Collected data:
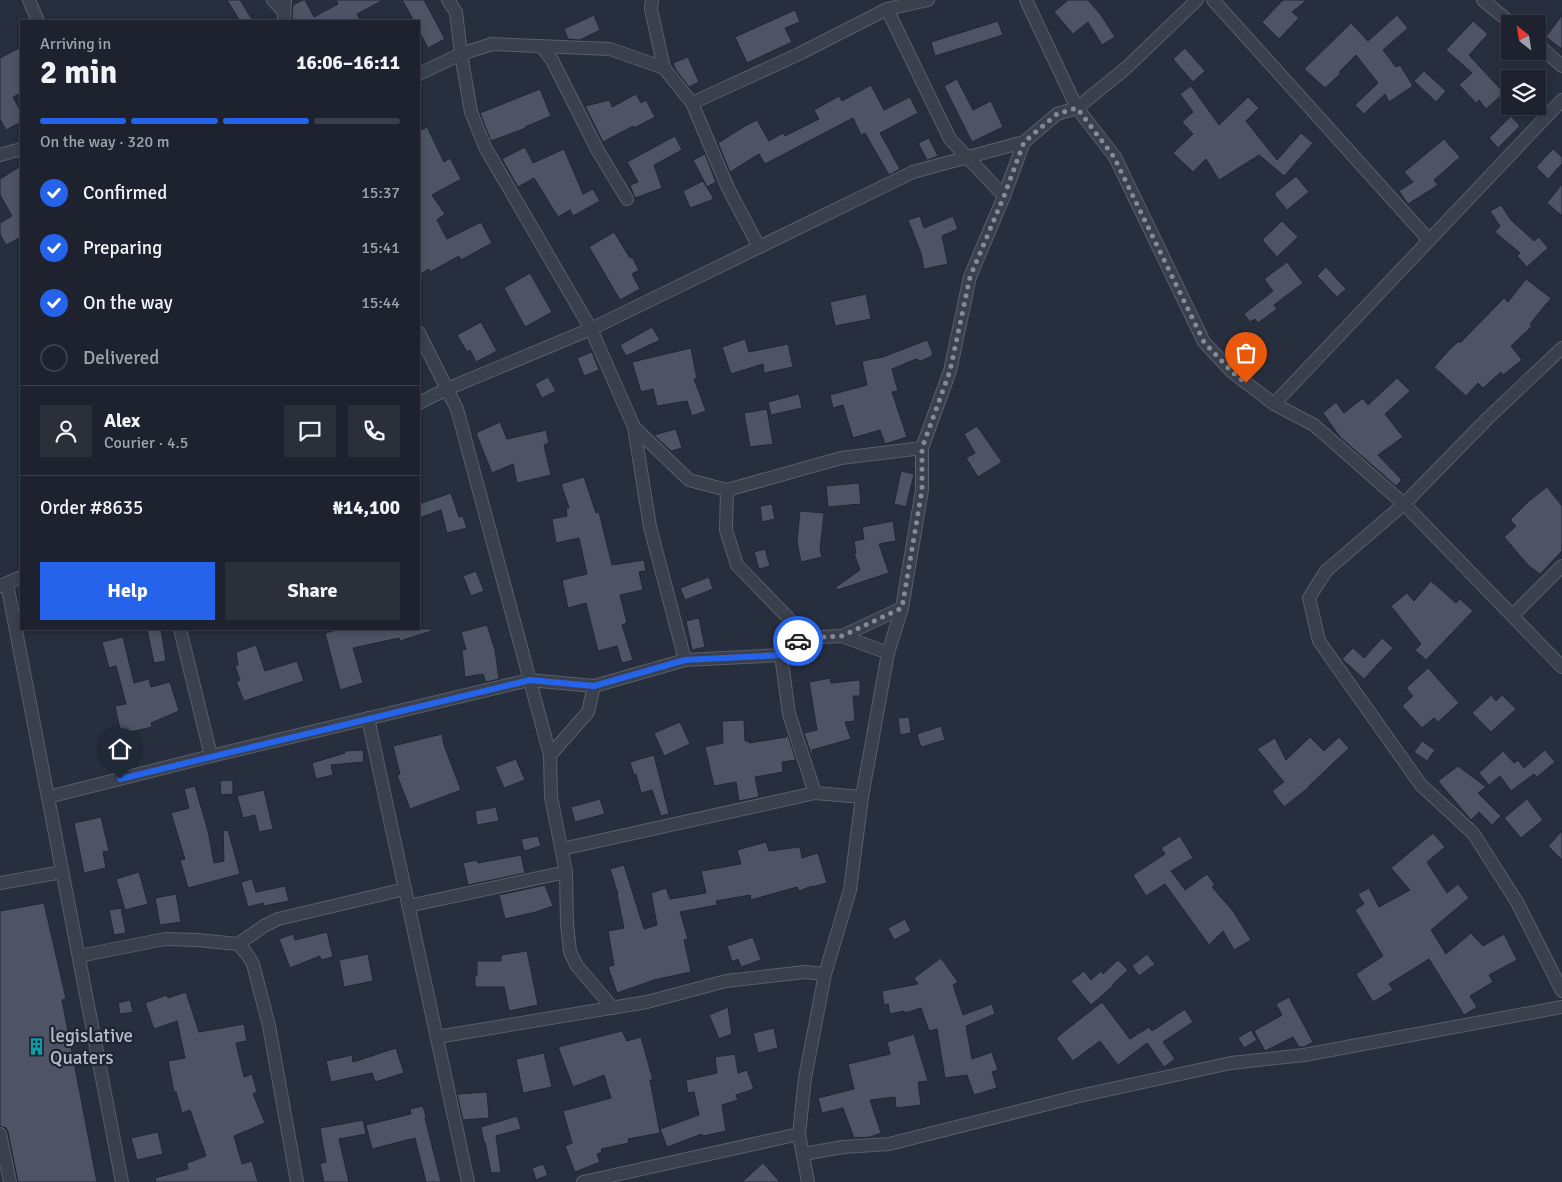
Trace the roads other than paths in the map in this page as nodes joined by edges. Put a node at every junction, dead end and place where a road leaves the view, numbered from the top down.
1 (29, 0) edge
2 (273, 0) edge
3 (448, 0) edge
4 (652, 0) edge
5 (928, 0) edge
6 (1026, 0) edge
7 (1197, 0) edge
8 (1213, 0) edge
9 (1483, 0) edge
10 (887, 9) junction
11 (284, 11) edge
12 (1501, 15) edge
13 (38, 20) edge
14 (541, 46) junction
15 (1546, 52) edge
16 (461, 54) junction
17 (1562, 66) edge
18 (664, 68) junction
19 (420, 74) edge
20 (1562, 100) edge
21 (692, 103) junction
22 (1077, 108) junction
23 (1024, 142) junction
24 (20, 149) edge
25 (0, 155) edge
26 (968, 158) junction
27 (1004, 196) junction
28 (627, 199) dead end
29 (1429, 240) junction
30 (758, 247) junction
31 (591, 329) junction
32 (420, 335) edge
33 (1562, 348) edge
34 (447, 388) junction
35 (420, 402) edge
36 (1274, 404) junction
37 (634, 427) junction
38 (922, 448) junction
39 (727, 490) junction
40 (1404, 504) junction
41 (1562, 566) edge
42 (20, 577) edge
43 (3, 585) edge
44 (902, 608) junction
45 (1513, 615) junction
46 (180, 630) edge
47 (842, 636) junction
48 (801, 638) junction
49 (888, 652) junction
50 (782, 655) junction
51 (685, 660) junction
52 (1562, 667) edge
53 (530, 680) junction
54 (594, 686) junction
55 (368, 718) junction
56 (211, 756) junction
57 (550, 756) junction
58 (815, 793) junction
59 (48, 797) junction
60 (862, 797) junction
61 (562, 849) junction
62 (62, 872) junction
63 (566, 872) junction
64 (0, 883) edge
65 (405, 889) junction
66 (408, 906) junction
67 (238, 944) junction
68 (79, 956) junction
69 (825, 974) junction
70 (1562, 991) edge
71 (1562, 1007) edge
72 (613, 1008) junction
73 (437, 1037) junction
74 (0, 1134) edge
75 (799, 1134) junction
76 (803, 1154) junction
77 (10, 1182) edge
78 (122, 1182) edge
79 (297, 1182) edge
80 (468, 1182) edge
81 (583, 1182) edge
82 (808, 1182) edge

1 - 13 street
2 - 11 street
3 - 16 street
4 - 18 street
5 - 10 street
6 - 22 street
7 - 22 street
8 - 29 street
9 - 12 street
10 - 21 street
10 - 26 street
14 - 16 street
14 - 18 street
14 - 28 street
15 - 17 street
16 - 19 street
16 - 31 street
18 - 21 street
20 - 29 street
21 - 30 street
22 - 23 street
22 - 36 street
23 - 26 street
23 - 27 street
24 - 25 street
26 - 27 street
26 - 30 street
27 - 38 street
29 - 36 street
30 - 31 street
31 - 34 street
31 - 37 street
32 - 34 street
33 - 40 street
34 - 35 street
34 - 53 street
36 - 40 street
37 - 39 street
37 - 51 street
38 - 39 street
38 - 44 street
39 - 48 street
40 - 45 street
40 - 70 street
41 - 45 street
42 - 43 street
43 - 59 street
44 - 47 street
44 - 49 street
45 - 52 street
46 - 56 street
47 - 48 street
47 - 49 street
48 - 50 street
49 - 60 street
50 - 51 street
50 - 58 street
51 - 54 street
53 - 54 street
53 - 55 street
53 - 57 street
54 - 57 street
55 - 56 street
55 - 65 street
56 - 59 street
57 - 61 street
58 - 60 street
58 - 61 street
59 - 62 street
60 - 69 street
61 - 63 street
62 - 64 street
62 - 68 street
63 - 66 street
63 - 72 street
65 - 66 street
65 - 67 street
66 - 73 street
67 - 68 street
67 - 79 street
68 - 78 street
69 - 72 street
69 - 75 street
71 - 76 street
72 - 73 street
73 - 80 street
74 - 77 street
75 - 76 street
75 - 81 street
76 - 82 street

WHAT THE EXERCISE ASKS >> In the entries above, some lines hold the string "dead". Copy each of them.

RESPONSE TO THE TASK >>
Trace the roads other than paths in the map in this page as nodes joined by edges. Put a node at every junction, dead end and place where a road leaves the view, numbered from the top down.
28 (627, 199) dead end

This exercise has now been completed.